De inrit blijkt na kadastrale meting deels op het perceel [nummer] van [V.R.] te liggen. [gedaagden] hebben deze dus niet aan Van Lieshout in eigendom overgedragen zodat het geleverde niet voldoet aan hetgeen Van Lieshout op grond van de koopovereenkomst mocht verwachten.
Op de koper van een non-conforme zaak rust de verplichting om de verkoper
binnen bekwame tijd nadat hij het gebrek heeft ontdekt of had kunnen ontdekken, daarvan kennis te geven. Indien vast komt te staan dat [V.R.] Van Lieshout al in 2001 heeft geïnformeerd over de perceelgrenzen, zoals door [gedaagden] wordt gesteld en door Van Lieshout wordt betwist, is de vordering van Van Lieshout te laat.

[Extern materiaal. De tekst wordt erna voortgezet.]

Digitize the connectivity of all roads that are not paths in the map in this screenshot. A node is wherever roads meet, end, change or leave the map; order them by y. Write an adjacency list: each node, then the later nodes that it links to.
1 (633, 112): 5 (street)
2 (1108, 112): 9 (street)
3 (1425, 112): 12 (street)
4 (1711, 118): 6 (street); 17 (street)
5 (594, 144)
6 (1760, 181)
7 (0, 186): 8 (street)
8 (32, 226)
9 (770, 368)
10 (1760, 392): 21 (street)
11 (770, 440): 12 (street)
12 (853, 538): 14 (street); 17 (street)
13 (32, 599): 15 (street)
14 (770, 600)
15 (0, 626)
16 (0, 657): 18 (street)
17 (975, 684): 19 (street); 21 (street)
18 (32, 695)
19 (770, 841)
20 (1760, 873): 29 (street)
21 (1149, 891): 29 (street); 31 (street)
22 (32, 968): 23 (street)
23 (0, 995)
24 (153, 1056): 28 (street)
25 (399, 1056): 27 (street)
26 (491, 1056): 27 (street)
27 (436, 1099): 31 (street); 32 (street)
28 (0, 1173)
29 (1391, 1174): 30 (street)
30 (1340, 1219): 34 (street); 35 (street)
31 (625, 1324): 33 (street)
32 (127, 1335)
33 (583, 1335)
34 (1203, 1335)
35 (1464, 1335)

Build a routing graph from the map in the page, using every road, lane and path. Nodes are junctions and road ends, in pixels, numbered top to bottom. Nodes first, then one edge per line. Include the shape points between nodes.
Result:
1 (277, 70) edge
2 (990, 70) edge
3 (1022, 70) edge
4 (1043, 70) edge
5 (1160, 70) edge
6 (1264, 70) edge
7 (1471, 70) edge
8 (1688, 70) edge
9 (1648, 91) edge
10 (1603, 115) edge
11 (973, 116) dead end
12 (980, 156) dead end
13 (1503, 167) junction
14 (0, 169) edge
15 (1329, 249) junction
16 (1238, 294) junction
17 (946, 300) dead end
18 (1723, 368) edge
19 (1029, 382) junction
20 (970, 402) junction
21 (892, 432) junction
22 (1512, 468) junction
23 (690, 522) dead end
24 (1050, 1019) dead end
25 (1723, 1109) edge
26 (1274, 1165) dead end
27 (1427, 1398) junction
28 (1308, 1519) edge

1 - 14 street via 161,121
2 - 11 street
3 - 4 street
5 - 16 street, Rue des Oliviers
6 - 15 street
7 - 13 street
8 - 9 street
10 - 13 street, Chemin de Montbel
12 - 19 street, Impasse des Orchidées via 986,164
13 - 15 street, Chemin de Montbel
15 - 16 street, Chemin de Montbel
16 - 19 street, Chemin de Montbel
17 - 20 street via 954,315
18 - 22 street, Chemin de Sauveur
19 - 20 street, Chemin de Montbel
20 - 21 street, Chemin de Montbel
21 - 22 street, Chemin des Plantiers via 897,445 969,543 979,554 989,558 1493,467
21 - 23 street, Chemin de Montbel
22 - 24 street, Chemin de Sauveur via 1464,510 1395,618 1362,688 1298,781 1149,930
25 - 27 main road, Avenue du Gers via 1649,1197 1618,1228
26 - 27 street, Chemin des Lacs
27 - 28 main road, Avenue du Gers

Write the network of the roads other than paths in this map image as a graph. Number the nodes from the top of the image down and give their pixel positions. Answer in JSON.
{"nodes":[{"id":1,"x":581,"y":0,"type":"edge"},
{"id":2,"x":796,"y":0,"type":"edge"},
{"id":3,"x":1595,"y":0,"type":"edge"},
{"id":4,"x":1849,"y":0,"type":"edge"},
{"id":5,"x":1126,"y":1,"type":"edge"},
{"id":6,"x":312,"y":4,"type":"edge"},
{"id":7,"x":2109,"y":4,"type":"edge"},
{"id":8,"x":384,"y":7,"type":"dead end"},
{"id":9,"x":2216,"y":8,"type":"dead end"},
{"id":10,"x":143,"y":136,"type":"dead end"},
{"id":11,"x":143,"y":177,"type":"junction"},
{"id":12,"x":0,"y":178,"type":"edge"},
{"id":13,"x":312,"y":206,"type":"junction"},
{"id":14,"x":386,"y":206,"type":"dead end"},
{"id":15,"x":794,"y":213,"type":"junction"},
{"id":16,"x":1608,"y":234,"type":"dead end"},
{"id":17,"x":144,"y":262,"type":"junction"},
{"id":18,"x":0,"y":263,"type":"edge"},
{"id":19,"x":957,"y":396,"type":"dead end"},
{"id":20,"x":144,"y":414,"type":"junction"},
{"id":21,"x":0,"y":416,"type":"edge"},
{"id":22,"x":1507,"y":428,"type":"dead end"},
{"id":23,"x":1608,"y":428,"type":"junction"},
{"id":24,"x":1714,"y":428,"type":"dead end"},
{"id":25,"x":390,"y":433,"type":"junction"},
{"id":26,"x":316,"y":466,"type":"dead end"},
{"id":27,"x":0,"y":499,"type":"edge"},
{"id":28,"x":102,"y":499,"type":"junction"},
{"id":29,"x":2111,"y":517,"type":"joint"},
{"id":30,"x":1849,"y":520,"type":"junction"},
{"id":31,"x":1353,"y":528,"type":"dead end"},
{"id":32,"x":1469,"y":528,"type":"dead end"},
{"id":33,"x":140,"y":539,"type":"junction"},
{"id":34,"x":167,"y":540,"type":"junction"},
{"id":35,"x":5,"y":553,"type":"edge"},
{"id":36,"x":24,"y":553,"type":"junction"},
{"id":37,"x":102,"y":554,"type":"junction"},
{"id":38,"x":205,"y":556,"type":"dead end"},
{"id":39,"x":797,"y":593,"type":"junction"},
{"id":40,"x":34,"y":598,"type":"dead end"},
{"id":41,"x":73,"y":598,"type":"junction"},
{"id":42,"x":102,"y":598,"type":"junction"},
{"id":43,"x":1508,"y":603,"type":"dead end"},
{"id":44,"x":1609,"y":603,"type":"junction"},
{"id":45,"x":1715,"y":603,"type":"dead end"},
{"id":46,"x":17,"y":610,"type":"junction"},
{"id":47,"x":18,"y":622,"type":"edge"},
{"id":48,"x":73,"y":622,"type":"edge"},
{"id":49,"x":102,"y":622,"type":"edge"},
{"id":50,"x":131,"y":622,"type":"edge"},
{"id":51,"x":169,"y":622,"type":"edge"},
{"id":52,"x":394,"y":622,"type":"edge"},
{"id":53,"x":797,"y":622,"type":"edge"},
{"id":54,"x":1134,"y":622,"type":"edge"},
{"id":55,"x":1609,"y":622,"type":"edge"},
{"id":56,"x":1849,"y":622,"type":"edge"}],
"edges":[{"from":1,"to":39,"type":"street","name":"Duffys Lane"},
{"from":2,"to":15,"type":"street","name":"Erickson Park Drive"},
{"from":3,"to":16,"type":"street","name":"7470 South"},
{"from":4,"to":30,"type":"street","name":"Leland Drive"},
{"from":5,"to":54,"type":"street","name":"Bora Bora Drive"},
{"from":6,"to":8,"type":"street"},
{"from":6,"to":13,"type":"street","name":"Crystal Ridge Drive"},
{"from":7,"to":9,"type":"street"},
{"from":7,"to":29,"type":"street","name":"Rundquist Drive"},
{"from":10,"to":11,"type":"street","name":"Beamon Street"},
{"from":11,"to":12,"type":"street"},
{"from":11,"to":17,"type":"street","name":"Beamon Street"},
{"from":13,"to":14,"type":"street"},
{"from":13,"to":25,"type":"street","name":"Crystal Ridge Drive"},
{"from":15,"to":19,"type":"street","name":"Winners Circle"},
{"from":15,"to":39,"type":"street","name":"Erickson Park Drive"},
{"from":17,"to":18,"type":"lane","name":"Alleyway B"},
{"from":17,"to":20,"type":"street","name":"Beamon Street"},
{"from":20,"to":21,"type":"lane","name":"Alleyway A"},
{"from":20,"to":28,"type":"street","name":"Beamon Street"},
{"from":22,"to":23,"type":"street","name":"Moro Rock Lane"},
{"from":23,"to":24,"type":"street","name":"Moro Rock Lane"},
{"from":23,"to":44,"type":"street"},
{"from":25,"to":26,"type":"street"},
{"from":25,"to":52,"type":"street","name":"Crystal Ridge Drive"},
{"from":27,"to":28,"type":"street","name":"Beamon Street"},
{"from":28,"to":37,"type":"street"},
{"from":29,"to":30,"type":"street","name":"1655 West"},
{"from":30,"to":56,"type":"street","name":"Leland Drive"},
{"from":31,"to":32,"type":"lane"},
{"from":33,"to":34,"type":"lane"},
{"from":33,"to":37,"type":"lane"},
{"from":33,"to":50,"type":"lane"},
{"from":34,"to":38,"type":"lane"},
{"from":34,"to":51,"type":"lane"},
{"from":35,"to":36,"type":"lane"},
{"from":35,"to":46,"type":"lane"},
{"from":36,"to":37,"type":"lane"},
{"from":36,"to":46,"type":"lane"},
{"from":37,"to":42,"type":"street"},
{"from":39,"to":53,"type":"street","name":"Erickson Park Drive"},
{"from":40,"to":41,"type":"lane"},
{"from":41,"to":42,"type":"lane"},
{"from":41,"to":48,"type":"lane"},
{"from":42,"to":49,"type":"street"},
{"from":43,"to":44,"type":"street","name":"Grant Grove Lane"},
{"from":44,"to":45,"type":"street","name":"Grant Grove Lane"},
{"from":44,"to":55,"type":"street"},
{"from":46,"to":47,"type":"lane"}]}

Tussen partijen staat vast dat het eerste contact over de inrit tussen hen beiden op 31 maart 2004 plaatsvond zodat op deze datum [gedaagden] kennis is gegeven van de non-conformiteit van het geleverde.
Nu [gedaagden] zich beroepen op een bevrijdend verweer, zullen zij overeenkomstig artikel 150 Rv tot leveren van bewijs van deze stelling worden toegelaten.
4.4. Alle overige beslissingen zullen worden aangehouden.
De beslissing
De rechtbank
- laat [gedaagden] toe om, desgewenst door middel van getuigen, te bewijzen dat [V.R.] in oktober/november 2001 aan Van Lieshout heeft kenbaar gemaakt dat de inrit zich (gedeeltelijk) op de grond van [V.R.] bevindt;
- bepaalt dat het getuigenverhoor zal worden gehouden op een nader te bepalen tijdstip in het gerechtsgebouw te Middelburg aan Kousteensedijk 2 tegenover mr. E.K. van der Lende-Mulder Smit;
- verwijst de zaak naar de rolzitting van deze rechtbank van woensdag 9 mei 2007 voor dagbepaling enquête;
- bepaalt dat [gedaagden] indien mogelijk tevoren per brief aan de griffie van de rechtbank, maar uiterlijk op genoemde rolzitting , de verhinderdata van alle betrokkenen dient op te geven alsmede het aantal getuigen dat zij voornemens is te doen horen;
- houdt iedere verdere beslissing aan.
Dit vonnis is gewezen door mr. E.K. van der Lende-Mulder Smit en in het openbaar uitgesproken op 25 april 2007.